The electron-cyclotron resonance thruster with magnetic nozzle relies on two successive energy transfer processes: first from electromagnetic energy to electron thermal energy, facilitated by a coupling structure; and second from electron thermal energy to ion directed kinetic energy, facilitated by a diverging magnetic field. The nature and geometry of the coupling structure are crucial to the first energy transfer process. This paper presents an experimental study of the performance of an electron-cyclotron resonance thruster with magnetic nozzle, equipped either with a waveguide-coupling structure or with a coaxial-coupling structure. The necessity of thrust balance measurements to perform such a comparison is demonstrated. The low coupling efficiency from microwave power to the plasma achieved by waveguide coupling is found to result in very large uncertainty with respect to the deposited power. A method to significantly reduce this uncertainty is proposed and implemented. Thrust balance measurements indicate $500\mu \mathrm{N}$ for the coaxial-coupled thruster and $240\mu \mathrm{N}$ for the waveguide-coupled thruster, both operated at 25 W of deposited microwave power and a mass flow rate of $98\mu \mathrm{g}/\mathrm{s}$ of xenon. Electrostatic probe measurements reveal that this difference can be explained by a difference in ion energy. The results emphasize the critical role of the coupling structure, which may have been previously overlooked.

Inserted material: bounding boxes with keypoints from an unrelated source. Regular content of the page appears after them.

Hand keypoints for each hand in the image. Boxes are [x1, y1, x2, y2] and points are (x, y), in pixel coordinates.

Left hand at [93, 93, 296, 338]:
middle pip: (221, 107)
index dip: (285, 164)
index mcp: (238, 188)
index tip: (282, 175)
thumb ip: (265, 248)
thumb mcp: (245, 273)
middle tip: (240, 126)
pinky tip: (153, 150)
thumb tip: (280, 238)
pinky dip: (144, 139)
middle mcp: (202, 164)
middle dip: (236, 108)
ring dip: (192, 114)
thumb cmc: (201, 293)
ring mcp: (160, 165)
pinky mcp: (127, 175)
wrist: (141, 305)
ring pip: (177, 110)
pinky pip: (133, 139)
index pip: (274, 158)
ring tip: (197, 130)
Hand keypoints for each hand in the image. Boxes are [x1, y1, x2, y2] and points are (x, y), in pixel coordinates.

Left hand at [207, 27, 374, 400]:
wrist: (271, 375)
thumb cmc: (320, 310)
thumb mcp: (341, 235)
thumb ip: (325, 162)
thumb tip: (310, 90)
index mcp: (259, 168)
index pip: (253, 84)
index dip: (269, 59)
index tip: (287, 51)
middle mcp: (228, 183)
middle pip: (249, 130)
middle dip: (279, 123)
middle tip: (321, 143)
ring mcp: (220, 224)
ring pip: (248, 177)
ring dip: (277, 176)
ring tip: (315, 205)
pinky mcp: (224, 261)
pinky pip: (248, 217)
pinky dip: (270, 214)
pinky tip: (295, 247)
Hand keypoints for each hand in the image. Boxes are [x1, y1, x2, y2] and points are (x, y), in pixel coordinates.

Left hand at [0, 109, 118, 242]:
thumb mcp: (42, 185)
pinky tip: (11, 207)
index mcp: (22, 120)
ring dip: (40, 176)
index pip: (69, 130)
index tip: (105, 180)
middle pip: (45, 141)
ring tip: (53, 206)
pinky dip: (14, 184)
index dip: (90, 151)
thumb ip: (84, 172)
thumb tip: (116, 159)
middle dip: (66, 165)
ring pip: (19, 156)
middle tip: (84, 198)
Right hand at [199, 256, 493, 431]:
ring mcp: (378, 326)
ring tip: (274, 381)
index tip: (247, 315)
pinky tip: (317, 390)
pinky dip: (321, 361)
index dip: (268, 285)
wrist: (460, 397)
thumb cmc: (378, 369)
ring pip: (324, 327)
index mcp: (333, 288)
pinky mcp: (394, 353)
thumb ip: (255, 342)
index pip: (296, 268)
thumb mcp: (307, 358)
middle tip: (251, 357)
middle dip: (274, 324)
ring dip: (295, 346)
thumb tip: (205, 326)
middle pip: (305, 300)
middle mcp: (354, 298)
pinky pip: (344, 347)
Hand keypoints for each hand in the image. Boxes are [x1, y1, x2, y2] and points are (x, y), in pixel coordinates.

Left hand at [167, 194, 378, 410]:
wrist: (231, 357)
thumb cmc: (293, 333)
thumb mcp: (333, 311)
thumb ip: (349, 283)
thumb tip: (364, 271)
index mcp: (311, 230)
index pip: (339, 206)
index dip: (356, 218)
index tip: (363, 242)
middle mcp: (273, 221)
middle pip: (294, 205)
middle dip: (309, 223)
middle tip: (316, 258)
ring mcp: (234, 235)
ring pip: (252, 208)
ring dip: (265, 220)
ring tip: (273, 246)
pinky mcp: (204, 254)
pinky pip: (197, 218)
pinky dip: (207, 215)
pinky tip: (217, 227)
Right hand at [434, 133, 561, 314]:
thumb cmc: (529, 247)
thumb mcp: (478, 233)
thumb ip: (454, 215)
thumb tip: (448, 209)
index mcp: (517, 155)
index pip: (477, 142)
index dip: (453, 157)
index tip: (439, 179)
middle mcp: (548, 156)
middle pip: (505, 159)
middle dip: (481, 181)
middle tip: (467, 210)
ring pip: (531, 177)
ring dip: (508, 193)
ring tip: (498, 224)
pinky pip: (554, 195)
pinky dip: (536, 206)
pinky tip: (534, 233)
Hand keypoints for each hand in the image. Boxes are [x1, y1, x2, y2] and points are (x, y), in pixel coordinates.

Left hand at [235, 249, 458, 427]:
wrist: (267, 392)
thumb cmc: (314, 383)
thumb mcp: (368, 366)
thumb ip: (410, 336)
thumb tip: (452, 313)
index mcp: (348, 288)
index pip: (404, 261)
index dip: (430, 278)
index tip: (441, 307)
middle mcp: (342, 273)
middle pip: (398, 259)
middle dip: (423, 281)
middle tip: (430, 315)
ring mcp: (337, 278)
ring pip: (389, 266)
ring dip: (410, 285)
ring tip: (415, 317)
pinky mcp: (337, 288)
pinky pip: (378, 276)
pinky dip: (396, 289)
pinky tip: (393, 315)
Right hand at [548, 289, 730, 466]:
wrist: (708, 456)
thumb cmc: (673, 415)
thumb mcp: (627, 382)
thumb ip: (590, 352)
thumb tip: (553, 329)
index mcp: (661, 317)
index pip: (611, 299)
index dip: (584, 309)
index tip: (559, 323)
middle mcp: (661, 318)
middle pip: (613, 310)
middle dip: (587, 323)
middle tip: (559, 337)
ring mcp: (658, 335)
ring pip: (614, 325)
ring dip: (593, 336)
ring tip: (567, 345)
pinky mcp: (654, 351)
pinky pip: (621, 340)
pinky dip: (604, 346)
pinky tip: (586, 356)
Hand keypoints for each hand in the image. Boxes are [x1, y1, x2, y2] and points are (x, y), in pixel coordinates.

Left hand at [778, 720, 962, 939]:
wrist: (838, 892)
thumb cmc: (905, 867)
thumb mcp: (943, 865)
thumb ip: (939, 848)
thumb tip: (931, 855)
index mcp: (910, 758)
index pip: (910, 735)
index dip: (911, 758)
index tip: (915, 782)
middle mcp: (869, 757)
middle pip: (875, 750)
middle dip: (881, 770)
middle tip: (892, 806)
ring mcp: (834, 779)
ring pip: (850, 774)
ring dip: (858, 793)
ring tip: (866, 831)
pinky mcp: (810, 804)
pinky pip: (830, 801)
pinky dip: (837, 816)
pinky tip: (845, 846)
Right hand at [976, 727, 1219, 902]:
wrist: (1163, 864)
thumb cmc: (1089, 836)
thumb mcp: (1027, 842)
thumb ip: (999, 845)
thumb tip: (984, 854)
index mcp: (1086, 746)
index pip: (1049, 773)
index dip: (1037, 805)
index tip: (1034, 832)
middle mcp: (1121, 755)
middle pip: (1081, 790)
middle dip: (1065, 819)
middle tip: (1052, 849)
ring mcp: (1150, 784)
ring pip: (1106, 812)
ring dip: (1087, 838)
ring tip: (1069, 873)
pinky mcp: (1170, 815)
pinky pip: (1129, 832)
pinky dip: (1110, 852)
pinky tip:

带磁喷嘴的电子回旋共振推进器依赖于两个连续的能量传递过程：首先是通过耦合结构从电磁能到电子热能；其次是从电子热能到离子定向动能，由发散磁场促进。耦合结构的性质和几何形状对第一次能量转移过程至关重要。本文介绍了带有磁喷嘴的电子回旋共振推进器性能的实验研究，该推进器配备有波导耦合结构或同轴耦合结构。证明了进行这种比较的推力平衡测量的必要性。发现通过波导耦合实现的从微波功率到等离子体的低耦合效率导致关于沉积功率的非常大的不确定性。提出并实施了一种显着降低这种不确定性的方法。推力平衡测量表明$500\mu \mathrm{N}$ 对于同轴耦合推进器和 $240\mu \mathrm{N}$ 对于波导耦合推进器，两者都在 25 W 的沉积微波功率和质量流量下运行 $98\mu \mathrm{G}/\mathrm{秒}$氙气。静电探针测量表明，这种差异可以用离子能量的差异来解释。结果强调了耦合结构的关键作用，这在以前可能被忽视了。